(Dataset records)
• • • • •
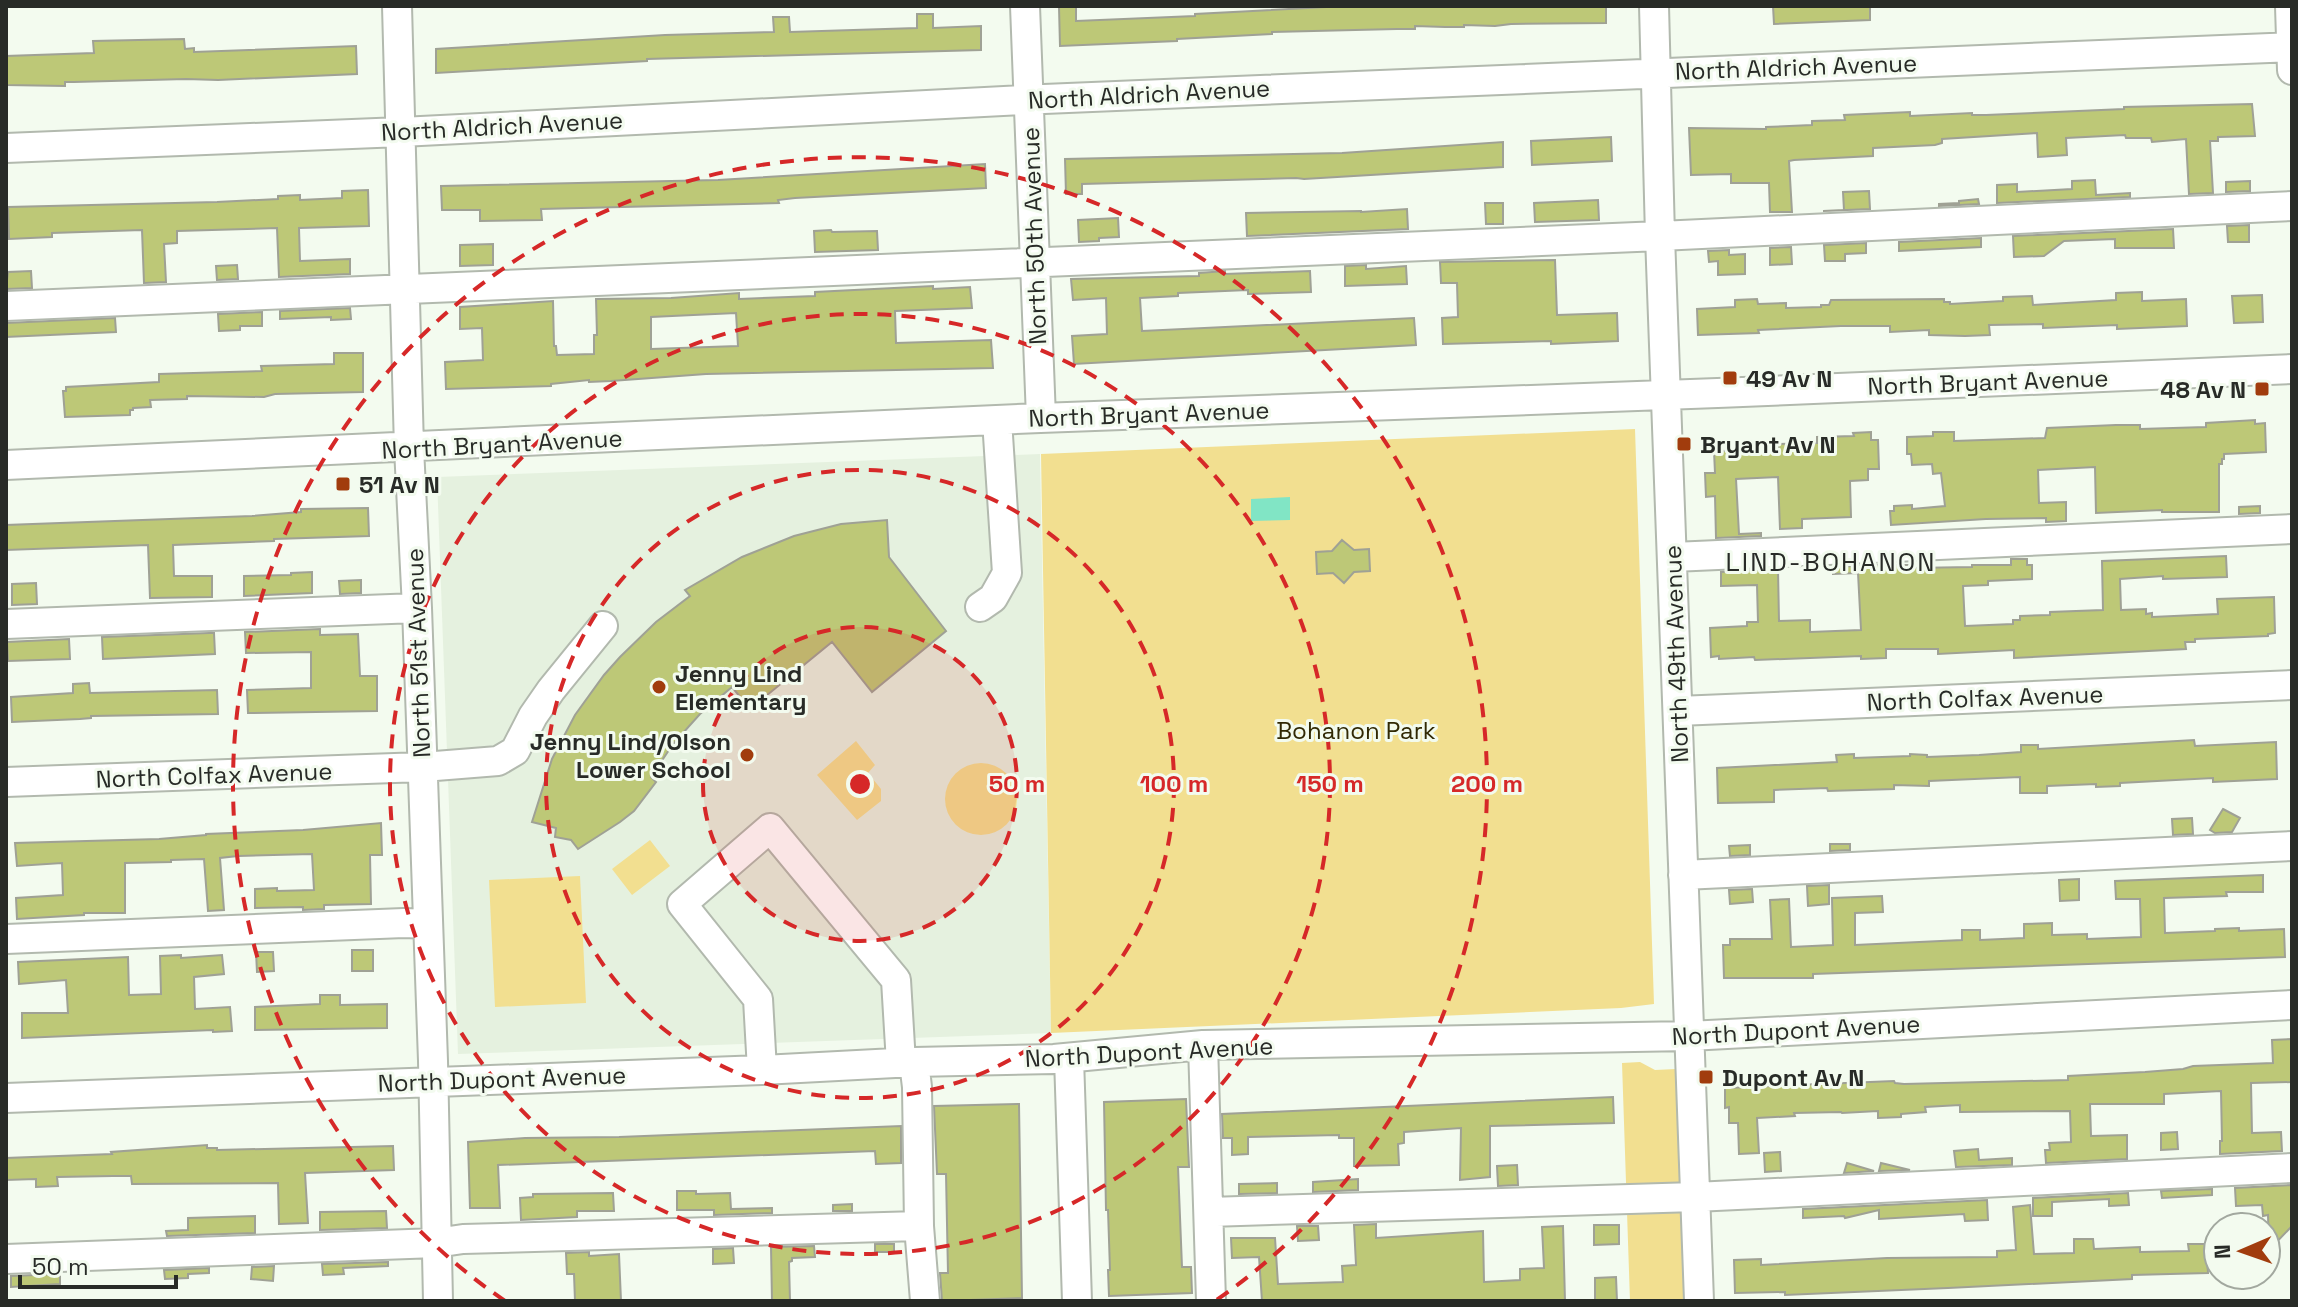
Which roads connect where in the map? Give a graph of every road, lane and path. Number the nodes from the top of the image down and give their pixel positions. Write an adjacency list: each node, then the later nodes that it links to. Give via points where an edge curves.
1 (397, 6): 9 (street, North 51st Avenue)
2 (1025, 6): 8 (street, North 50th Avenue)
3 (1654, 6): 7 (street, North 49th Avenue)
4 (2290, 6): 5 (street)
5 (2292, 47): 6 (street); 7 (street, North Aldrich Avenue)
6 (2292, 70)
7 (1655, 72): 8 (street, North Aldrich Avenue); 12 (street, North 49th Avenue)
8 (1028, 100): 9 (street, North Aldrich Avenue); 13 (street, North 50th Avenue)
9 (401, 132): 10 (street, North Aldrich Avenue); 14 (street, North 51st Avenue)
10 (6, 148)
11 (2292, 206): 12 (street)
12 (1660, 236): 13 (street); 17 (street, North 49th Avenue)
13 (1035, 262): 14 (street); 18 (street, North 50th Avenue)
14 (406, 290): 15 (street); 20 (street, North 51st Avenue)
15 (6, 306)
16 (2292, 369): 17 (street, North Bryant Avenue)
17 (1667, 396): 18 (street, North Bryant Avenue); 23 (street, North 49th Avenue)
18 (1041, 418): 19 (street, North Bryant Avenue)
19 (997, 420): 20 (street, North Bryant Avenue); 24 (street, via 1007,573 993,598)
20 (409, 448): 21 (street, North Bryant Avenue); 25 (street, North 51st Avenue)
21 (6, 465)
22 (2292, 529): 23 (street)
23 (1673, 557): 29 (street, North 49th Avenue)
24 (980, 607)
25 (417, 608): 26 (street); 30 (street, North 51st Avenue)
26 (6, 624)
27 (603, 626): 30 (street, North Colfax Avenue, via 551,690 515,751 498,761)
28 (2292, 685): 29 (street, North Colfax Avenue)
29 (1678, 711): 33 (street, North 49th Avenue)
30 (423, 767): 31 (street, North Colfax Avenue); 34 (street, North 51st Avenue)
31 (6, 782)
32 (2292, 846): 33 (street)
33 (1683, 875): 37 (street, North 49th Avenue)
34 (428, 924): 35 (street); 42 (street, North 51st Avenue)
35 (6, 939)
36 (2292, 1005): 37 (street, North Dupont Avenue)
37 (1689, 1036): 38 (street, North Dupont Avenue); 45 (street, North 49th Avenue)
38 (1203, 1045): 39 (street, North Dupont Avenue); 46 (street)
39 (1069, 1058): 40 (street, North Dupont Avenue); 52 (street)
40 (908, 1063): 41 (street, North Dupont Avenue); 41 (street, via 896,980 770,828 682,904 758,999); 47 (street, via 917,1087)
41 (762, 1070): 42 (street, North Dupont Avenue)
42 (433, 1082): 43 (street, North Dupont Avenue); 48 (street, North 51st Avenue)
43 (6, 1098)
44 (2292, 1168): 45 (street)
45 (1695, 1197): 46 (street); 54 (street, North 49th Avenue)
46 (1209, 1212): 53 (street)
47 (919, 1226): 48 (street); 51 (street)
48 (436, 1243): 49 (street); 50 (street, North 51st Avenue)
49 (6, 1259)
50 (438, 1301)
51 (925, 1301)
52 (1077, 1301)
53 (1211, 1301)
54 (1699, 1301)

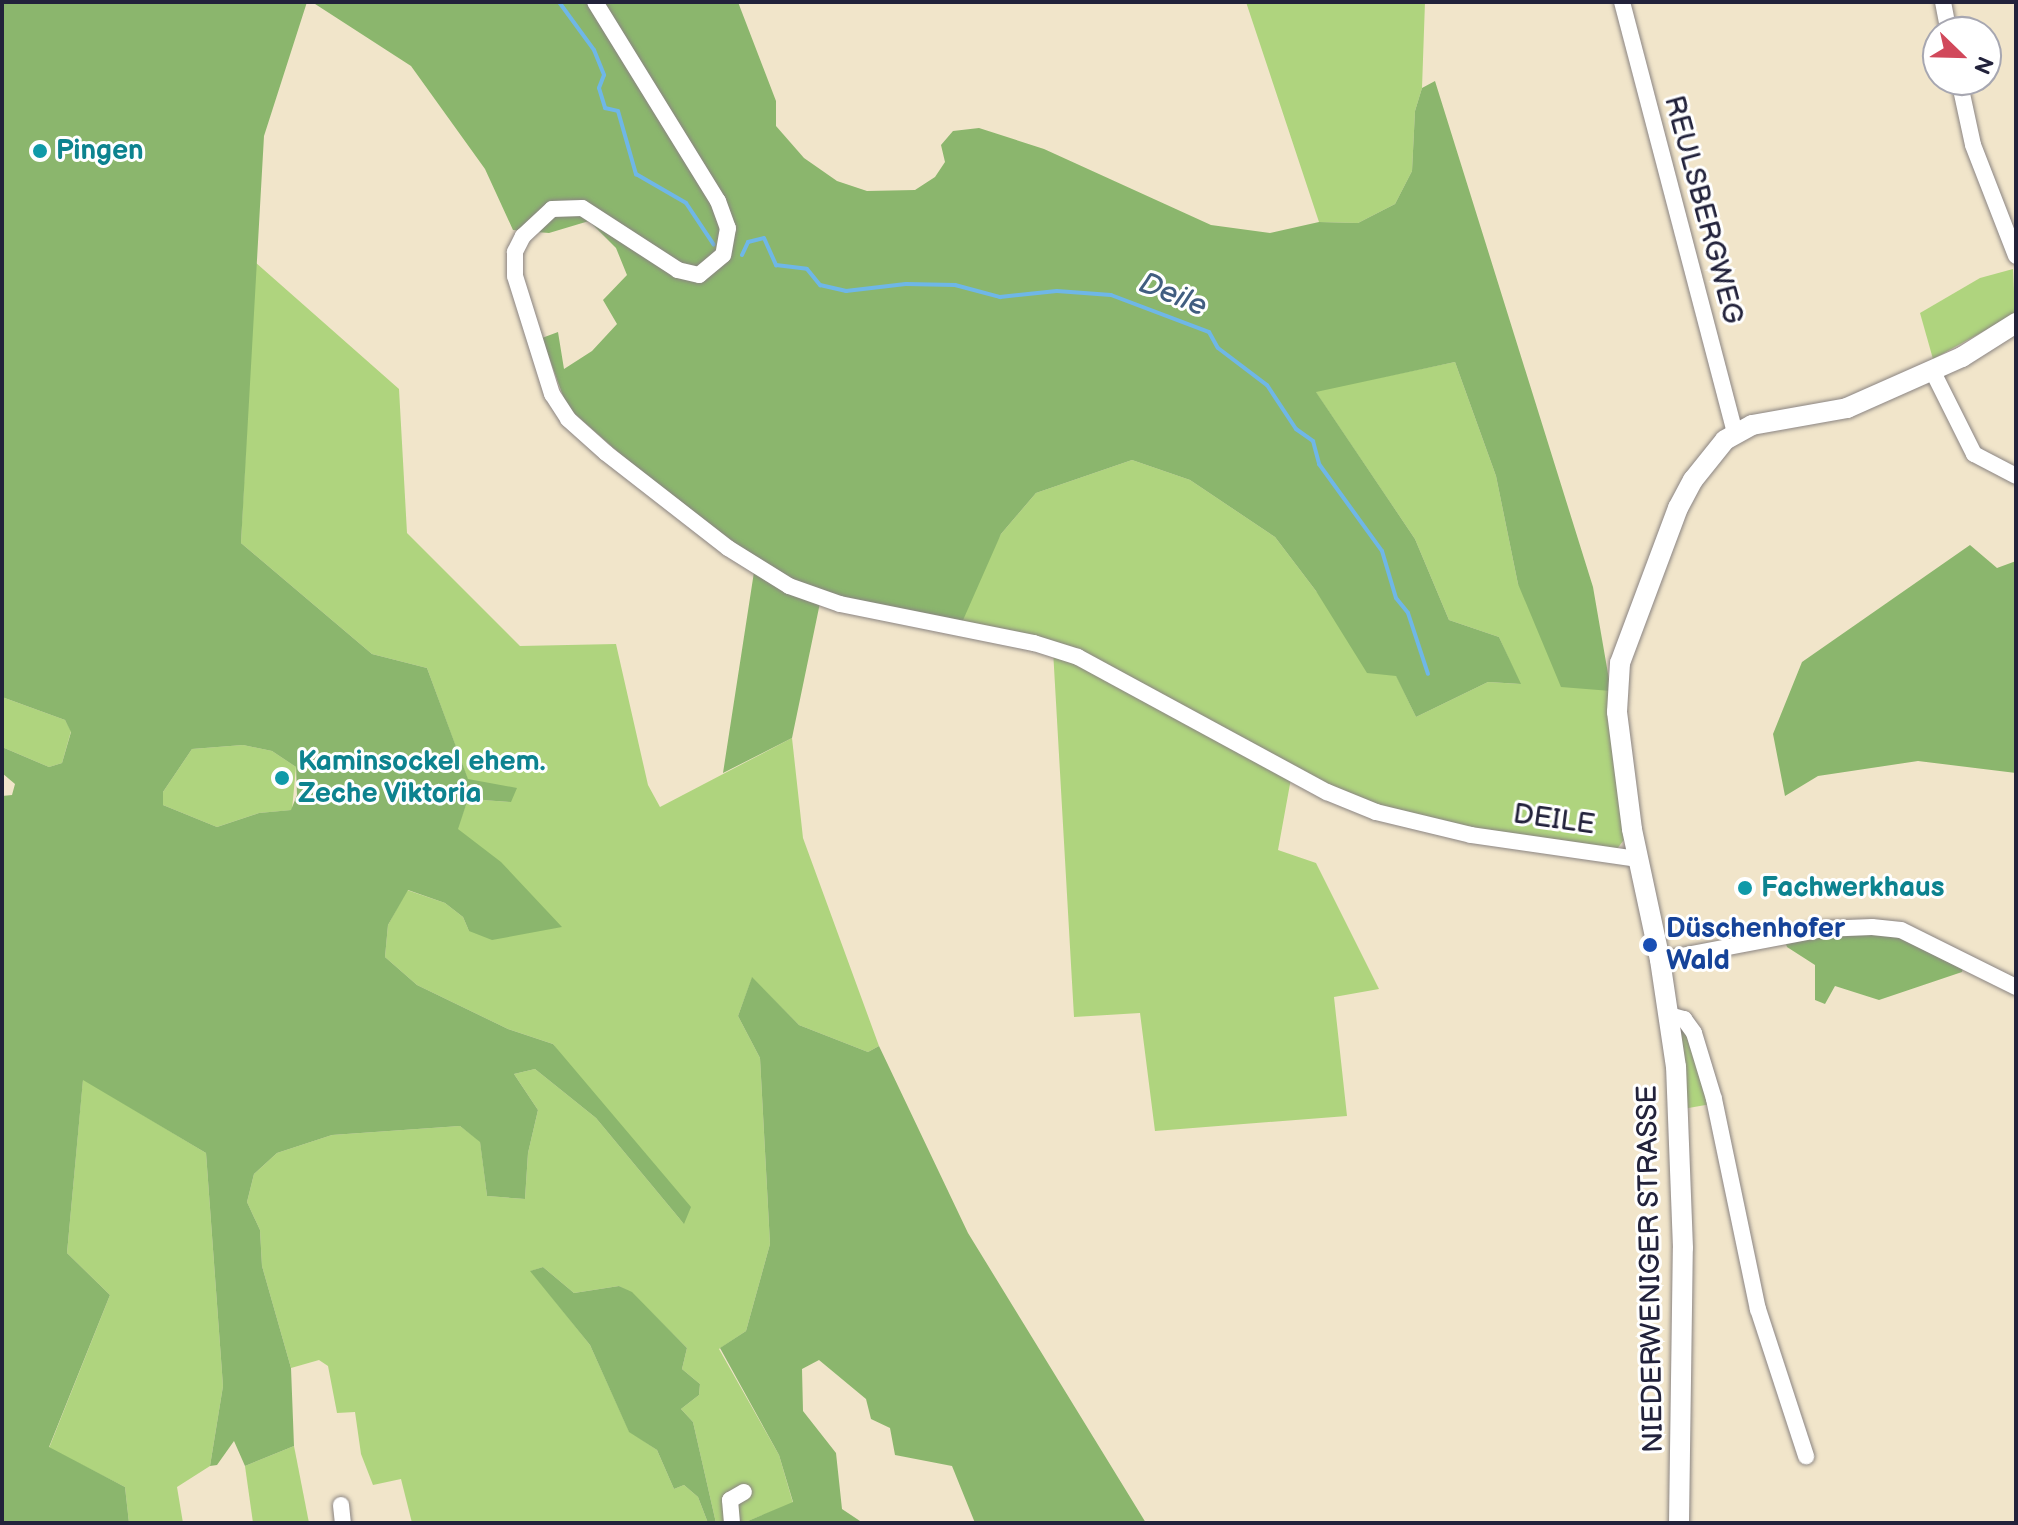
• • • • •
WORK TO COMPLETE
Your answer must be a copy of every line in the data above that holds the string "Aldrich".

FINISHED TASK
5 (2292, 47): 6 (street); 7 (street, North Aldrich Avenue)
7 (1655, 72): 8 (street, North Aldrich Avenue); 12 (street, North 49th Avenue)
8 (1028, 100): 9 (street, North Aldrich Avenue); 13 (street, North 50th Avenue)
9 (401, 132): 10 (street, North Aldrich Avenue); 14 (street, North 51st Avenue)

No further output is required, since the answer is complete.